He told the story, but he gave no reason, offered no explanation: he has been dead now many a year, and thus would I write his epitaph:—

He saw the face of a little child and looked on God.

CHAPTER III

Two began, in a low voice, ‘Why, the fact is, you see, Miss, this here ought to have been a red rose-tree, and we put a white one in by mistake.’”

As I look round this room I feel sure Two, and Five, and Seven, have all been at work on it, and made no mistakes, for round the walls runs a frieze of squat standard rose-trees, red as red can be, and just like those that Alice saw in the Queen’s garden.  In between them are Chaucer’s name-children, prim little daisies, peering wideawake from green grass.  This same grass has a history which I have heard.  In the original stencil for the frieze it was purely conventional like the rest, and met in spikey curves round each tree; the painter, however, who was doing the work, was a lover of the fields; and feeling that such grass was a travesty, he added on his own account dainty little tussocks, and softened the hard line into a tufted carpet, the grass growing irregularly, bent at will by the wind.

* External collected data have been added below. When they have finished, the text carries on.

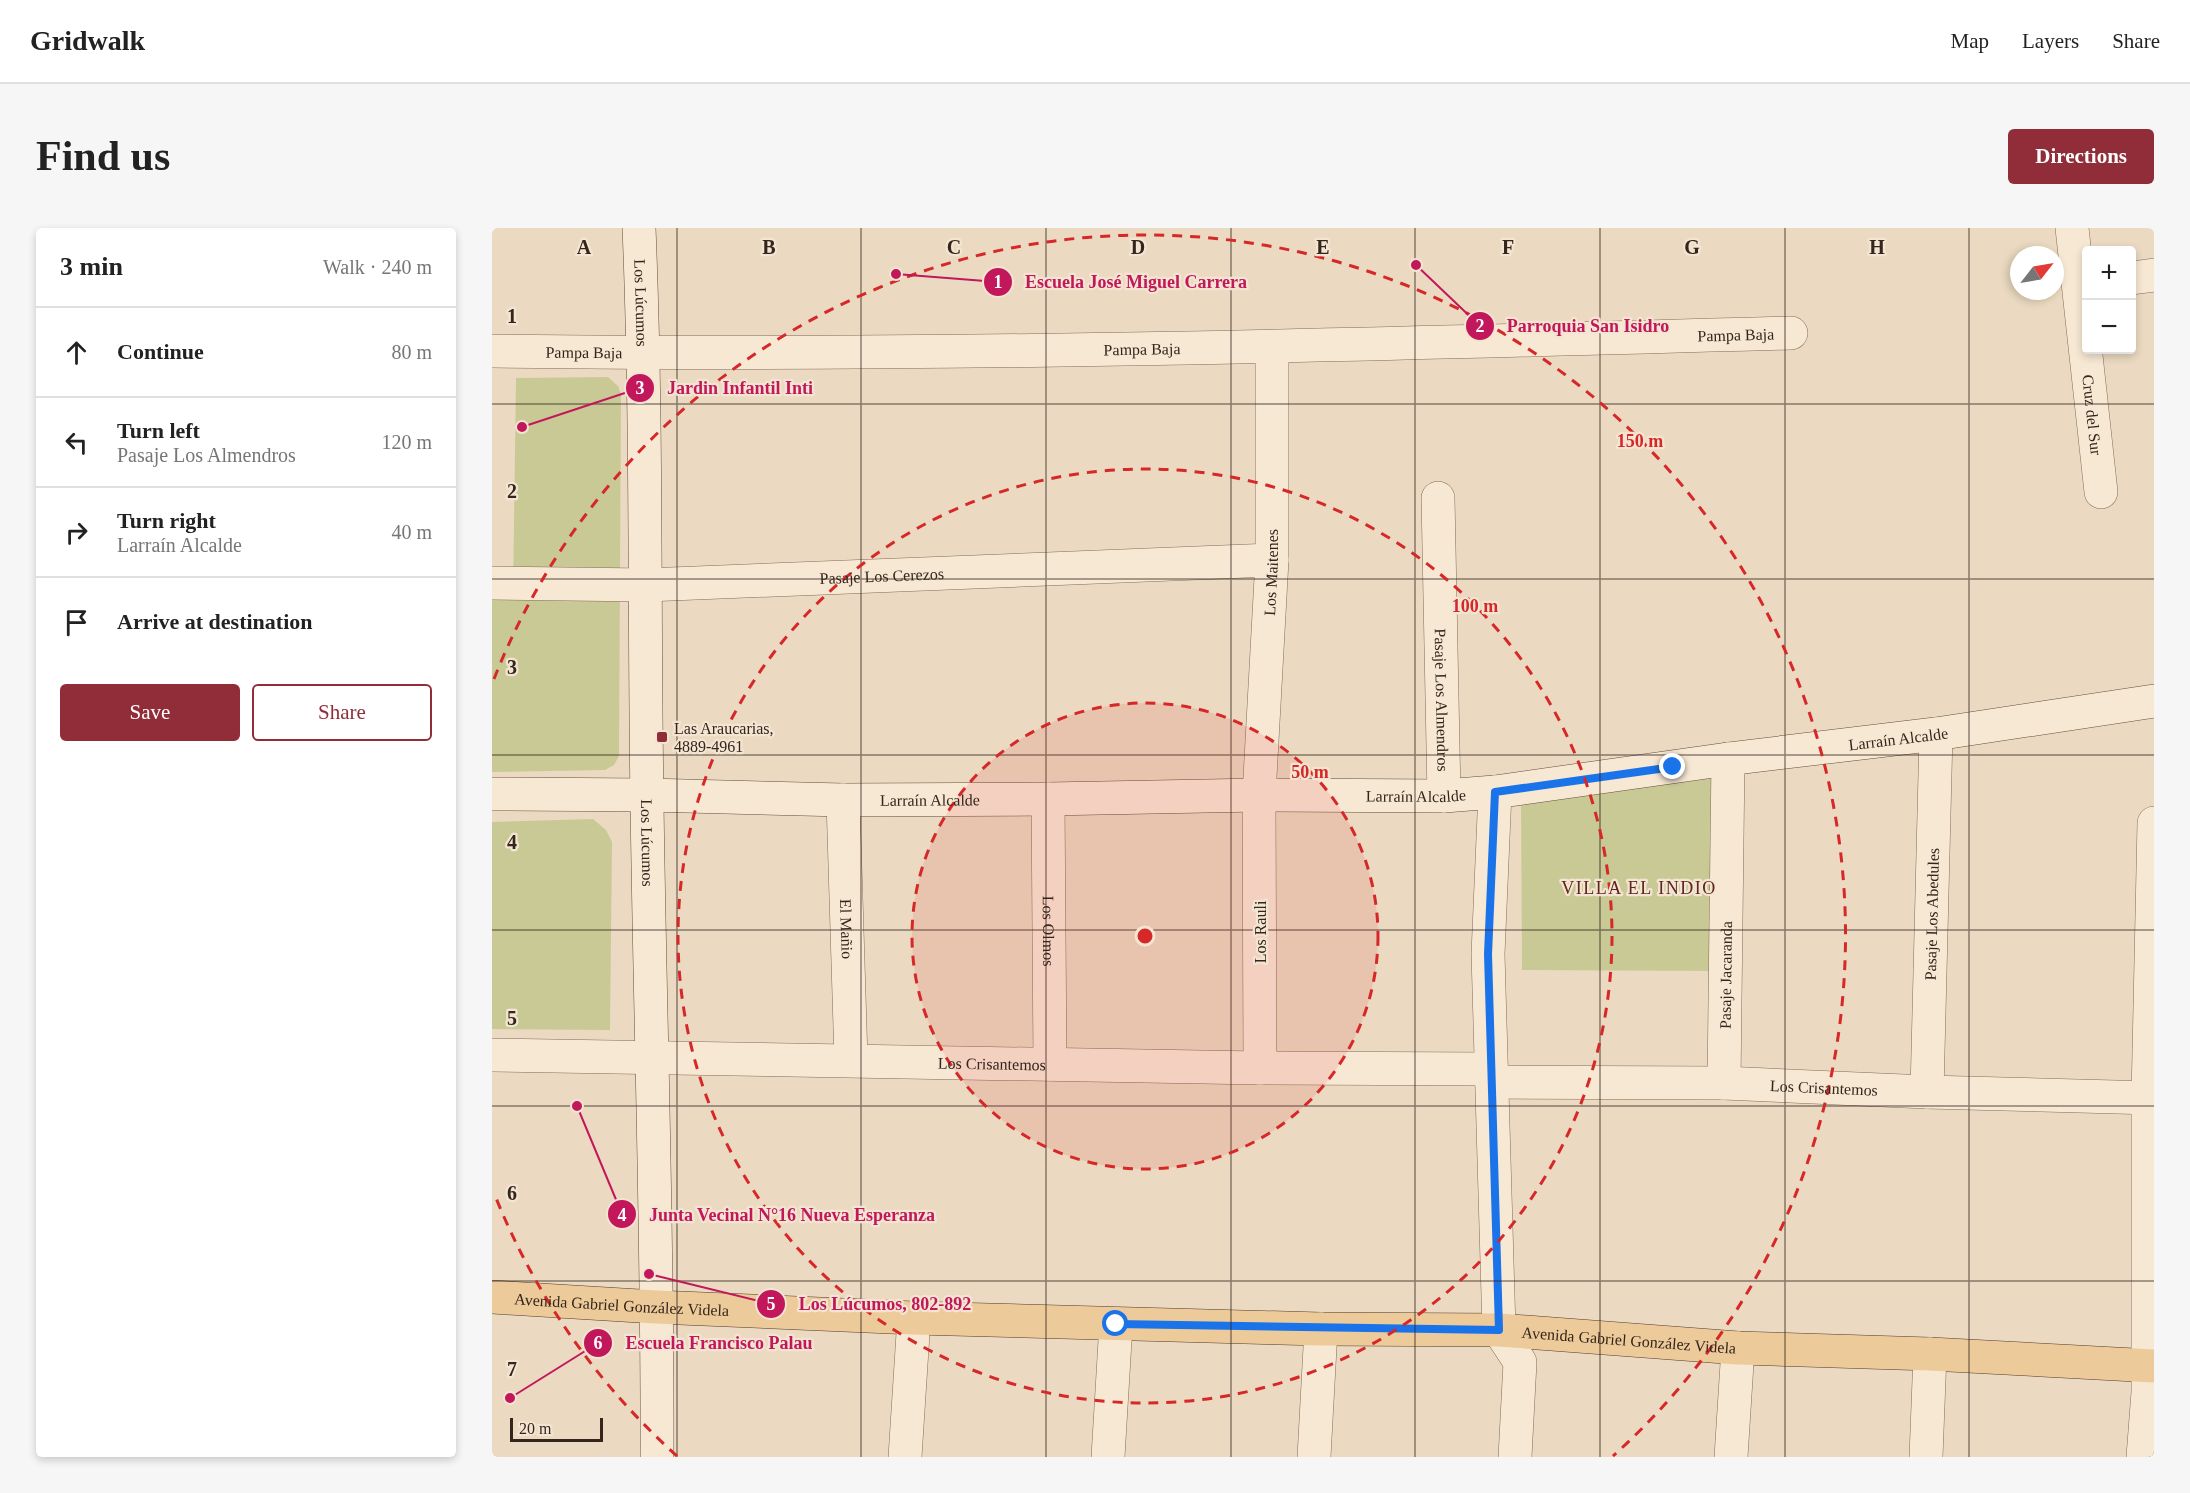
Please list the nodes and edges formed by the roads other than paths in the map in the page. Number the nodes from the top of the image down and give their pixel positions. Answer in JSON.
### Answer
{"nodes":[{"id":1,"x":639,"y":228,"type":"edge"},
{"id":2,"x":2072,"y":228,"type":"edge"},
{"id":3,"x":2154,"y":275,"type":"edge"},
{"id":4,"x":2136,"y":277,"type":"edge"},
{"id":5,"x":2082,"y":279,"type":"edge"},
{"id":6,"x":2084,"y":300,"type":"edge"},
{"id":7,"x":1791,"y":333,"type":"dead end"},
{"id":8,"x":1272,"y":348,"type":"junction"},
{"id":9,"x":492,"y":351,"type":"edge"},
{"id":10,"x":644,"y":353,"type":"junction"},
{"id":11,"x":2101,"y":492,"type":"dead end"},
{"id":12,"x":1438,"y":498,"type":"dead end"},
{"id":13,"x":1272,"y":560,"type":"junction"},
{"id":14,"x":492,"y":583,"type":"edge"},
{"id":15,"x":646,"y":585,"type":"junction"},
{"id":16,"x":2154,"y":701,"type":"edge"},
{"id":17,"x":1936,"y":734,"type":"junction"},
{"id":18,"x":1728,"y":759,"type":"junction"},
{"id":19,"x":1495,"y":792,"type":"junction"},
{"id":20,"x":492,"y":794,"type":"edge"},
{"id":21,"x":647,"y":795,"type":"junction"},
{"id":22,"x":1259,"y":795,"type":"junction"},
{"id":23,"x":1444,"y":796,"type":"junction"},
{"id":24,"x":1048,"y":799,"type":"junction"},
{"id":25,"x":843,"y":800,"type":"junction"},
{"id":26,"x":2154,"y":823,"type":"edge"},
{"id":27,"x":492,"y":1055,"type":"edge"},
{"id":28,"x":650,"y":1058,"type":"junction"},
{"id":29,"x":851,"y":1059,"type":"junction"},
{"id":30,"x":1050,"y":1064,"type":"junction"},
{"id":31,"x":1260,"y":1068,"type":"junction"},
{"id":32,"x":1492,"y":1076,"type":"junction"},
{"id":33,"x":1724,"y":1083,"type":"junction"},
{"id":34,"x":1927,"y":1092,"type":"junction"},
{"id":35,"x":2151,"y":1098,"type":"edge"},
{"id":36,"x":492,"y":1297,"type":"edge"},
{"id":37,"x":656,"y":1307,"type":"junction"},
{"id":38,"x":914,"y":1318,"type":"junction"},
{"id":39,"x":1116,"y":1324,"type":"junction"},
{"id":40,"x":1321,"y":1329,"type":"junction"},
{"id":41,"x":1499,"y":1330,"type":"junction"},
{"id":42,"x":1738,"y":1348,"type":"junction"},
{"id":43,"x":1930,"y":1354,"type":"junction"},
{"id":44,"x":2151,"y":1366,"type":"edge"},
{"id":45,"x":657,"y":1457,"type":"edge"},
{"id":46,"x":905,"y":1457,"type":"edge"},
{"id":47,"x":1108,"y":1457,"type":"edge"},
{"id":48,"x":1314,"y":1457,"type":"edge"},
{"id":49,"x":1515,"y":1457,"type":"edge"},
{"id":50,"x":1731,"y":1457,"type":"edge"},
{"id":51,"x":1926,"y":1457,"type":"edge"},
{"id":52,"x":2143,"y":1457,"type":"edge"}],
"edges":[{"from":1,"to":10,"type":"street","name":"Los Lúcumos"},
{"from":2,"to":5,"type":"street","name":"Cruz del Sur"},
{"from":3,"to":4,"type":"street"},
{"from":6,"to":11,"type":"street","name":"Cruz del Sur"},
{"from":7,"to":8,"type":"street","name":"Pampa Baja"},
{"from":8,"to":10,"type":"street","name":"Pampa Baja"},
{"from":8,"to":13,"type":"street","name":"Los Maitenes"},
{"from":9,"to":10,"type":"street","name":"Pampa Baja"},
{"from":10,"to":15,"type":"street","name":"Los Lúcumos"},
{"from":12,"to":23,"type":"street","name":"Pasaje Los Almendros"},
{"from":13,"to":15,"type":"street","name":"Pasaje Los Cerezos"},
{"from":13,"to":22,"type":"street","name":"Los Maitenes"},
{"from":14,"to":15,"type":"street","name":"Pasaje Los Cerezos"},
{"from":15,"to":21,"type":"street","name":"Los Lúcumos"},
{"from":16,"to":17,"type":"street","name":"Larraín Alcalde"},
{"from":17,"to":18,"type":"street","name":"Larraín Alcalde"},
{"from":17,"to":34,"type":"street","name":"Pasaje Los Abedules"},
{"from":18,"to":19,"type":"street","name":"Larraín Alcalde"},
{"from":18,"to":33,"type":"street","name":"Pasaje Jacaranda"},
{"from":19,"to":23,"type":"street","name":"Larraín Alcalde"},
{"from":19,"to":32,"type":"street"},
{"from":20,"to":21,"type":"street","name":"Larraín Alcalde"},
{"from":21,"to":25,"type":"street","name":"Larraín Alcalde"},
{"from":21,"to":28,"type":"street","name":"Los Lúcumos"},
{"from":22,"to":23,"type":"street","name":"Larraín Alcalde"},
{"from":22,"to":24,"type":"street","name":"Larraín Alcalde"},
{"from":22,"to":31,"type":"street","name":"Los Rauli"},
{"from":24,"to":25,"type":"street","name":"Larraín Alcalde"},
{"from":24,"to":30,"type":"street","name":"Los Olmos"},
{"from":25,"to":29,"type":"street","name":"El Mañio"},
{"from":26,"to":35,"type":"street"},
{"from":27,"to":28,"type":"street","name":"Los Crisantemos"},
{"from":28,"to":29,"type":"street","name":"Los Crisantemos"},
{"from":28,"to":37,"type":"street","name":"Los Lúcumos"},
{"from":29,"to":30,"type":"street","name":"Los Crisantemos"},
{"from":30,"to":31,"type":"street","name":"Los Crisantemos"},
{"from":31,"to":32,"type":"street","name":"Los Crisantemos"},
{"from":32,"to":33,"type":"street","name":"Los Crisantemos"},
{"from":32,"to":41,"type":"street"},
{"from":33,"to":34,"type":"street","name":"Los Crisantemos"},
{"from":34,"to":35,"type":"street","name":"Los Crisantemos"},
{"from":35,"to":44,"type":"street"},
{"from":36,"to":37,"type":"main road","name":"Avenida Gabriel González Videla"},
{"from":37,"to":38,"type":"main road","name":"Avenida Gabriel González Videla"},
{"from":37,"to":45,"type":"street","name":"Los Lúcumos"},
{"from":38,"to":39,"type":"main road","name":"Avenida Gabriel González Videla"},
{"from":38,"to":46,"type":"street"},
{"from":39,"to":40,"type":"main road","name":"Avenida Gabriel González Videla"},
{"from":39,"to":47,"type":"street"},
{"from":40,"to":41,"type":"main road","name":"Avenida Gabriel González Videla"},
{"from":40,"to":48,"type":"street"},
{"from":41,"to":42,"type":"main road","name":"Avenida Gabriel González Videla"},
{"from":41,"to":49,"type":"street"},
{"from":42,"to":43,"type":"main road","name":"Avenida Gabriel González Videla"},
{"from":42,"to":50,"type":"street"},
{"from":43,"to":44,"type":"main road","name":"Avenida Gabriel González Videla"},
{"from":43,"to":51,"type":"street"},
{"from":44,"to":52,"type":"street"}]}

The result from the standpoint of conventional art is indeed disastrous; but my sympathy and gratitude are with the painter.  I see, as he saw, the far-reaching robe of living ineffable green, of whose brilliance the eye never has too much, and in whose weft no two threads are alike; and shrink as he did from the conventionalising of that windswept glory.

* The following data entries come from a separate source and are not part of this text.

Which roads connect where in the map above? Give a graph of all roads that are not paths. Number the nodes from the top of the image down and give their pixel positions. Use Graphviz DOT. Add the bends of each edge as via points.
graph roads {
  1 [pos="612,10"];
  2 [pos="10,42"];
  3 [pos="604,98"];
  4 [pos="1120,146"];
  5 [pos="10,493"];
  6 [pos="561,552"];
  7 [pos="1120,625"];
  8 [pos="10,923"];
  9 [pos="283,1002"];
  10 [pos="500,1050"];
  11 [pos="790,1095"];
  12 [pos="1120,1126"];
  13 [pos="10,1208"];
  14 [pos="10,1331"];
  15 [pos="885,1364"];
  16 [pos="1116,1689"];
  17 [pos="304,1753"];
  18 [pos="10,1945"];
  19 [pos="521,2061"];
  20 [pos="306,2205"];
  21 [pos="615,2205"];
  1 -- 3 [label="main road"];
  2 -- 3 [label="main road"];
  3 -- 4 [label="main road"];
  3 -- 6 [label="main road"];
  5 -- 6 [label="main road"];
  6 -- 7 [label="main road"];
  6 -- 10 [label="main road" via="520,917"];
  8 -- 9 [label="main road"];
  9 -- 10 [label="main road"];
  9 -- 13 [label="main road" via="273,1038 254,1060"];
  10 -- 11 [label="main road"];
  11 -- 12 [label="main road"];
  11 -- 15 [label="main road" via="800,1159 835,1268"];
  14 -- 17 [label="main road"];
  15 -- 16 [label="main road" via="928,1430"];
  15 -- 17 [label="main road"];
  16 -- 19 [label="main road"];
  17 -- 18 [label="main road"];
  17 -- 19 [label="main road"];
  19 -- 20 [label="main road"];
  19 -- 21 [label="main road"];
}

The sea has its crested waves of recognisable form; the river its eddy and swirl and separate vortices; but the grass!  The wind bloweth where it listeth and the grass bows as the wind blows—“thou canst not tell whither it goeth.”  It takes no pattern, it obeys no recognised law; it is like a beautiful creature of a thousand wayward moods, and its voice is like nothing else in the wide world.  It bids you rest and bury your tired face in the green coolness, and breathe of its breath and of the breath of the good earth from which man was taken and to which he will one day return.  Then, if you lend your ear and are silent minded, you may hear wondrous things of the deep places of the earth; of life in mineral and stone as well as in pulsing sap; of a green world as the stars saw it before man trod it under foot—of the emerald which has its place with the rest in the City of God.

            “What if earth
Be but the shadow of heaven, and things therein,
Each to each other like, more than on earth to thought?”

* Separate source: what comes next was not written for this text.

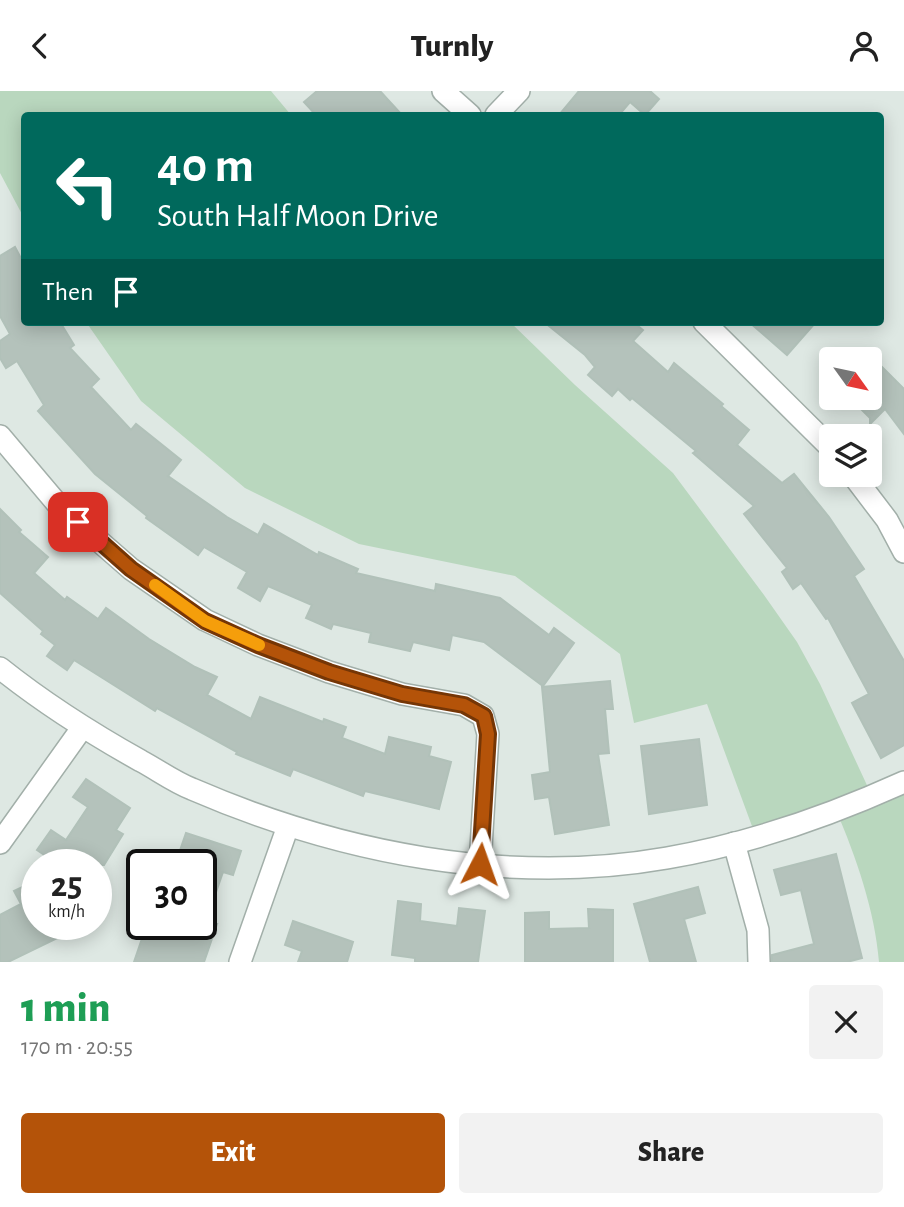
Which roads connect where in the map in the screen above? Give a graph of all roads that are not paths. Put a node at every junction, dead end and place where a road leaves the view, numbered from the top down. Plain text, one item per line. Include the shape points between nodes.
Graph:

It is a natural part of civilisation’s lust of re-arrangement that we should be so ready to conventionalise the beauty of this world into decorative patterns for our pilgrim tents.  It is a phase, and will melt into other phases; but it tends to the increase of artificiality, and exists not only in art but in everything.  It is no new thing for jaded sentiment to crave the spur of the unnatural, to prefer the clever imitation, to live in a Devachan where the surroundings appear that which we would have them to be; but it is an interesting record of the pulse of the present day that ‘An Englishwoman’s Love Letters’ should have taken society by storm in the way it certainly has.

It is a delightful book to leave about, with its vellum binding, dainty ribbons, and the hallmark of a great publisher’s name.  But when we seek within we find love with its thousand voices and wayward moods, its shy graces and seemly reticences, love which has its throne and robe of state as well as the garment of the beggar maid, love which is before time was, which knew the world when the stars took up their courses, presented to us in gushing outpourings, the appropriate language of a woman’s heart to the boor she delights to honour.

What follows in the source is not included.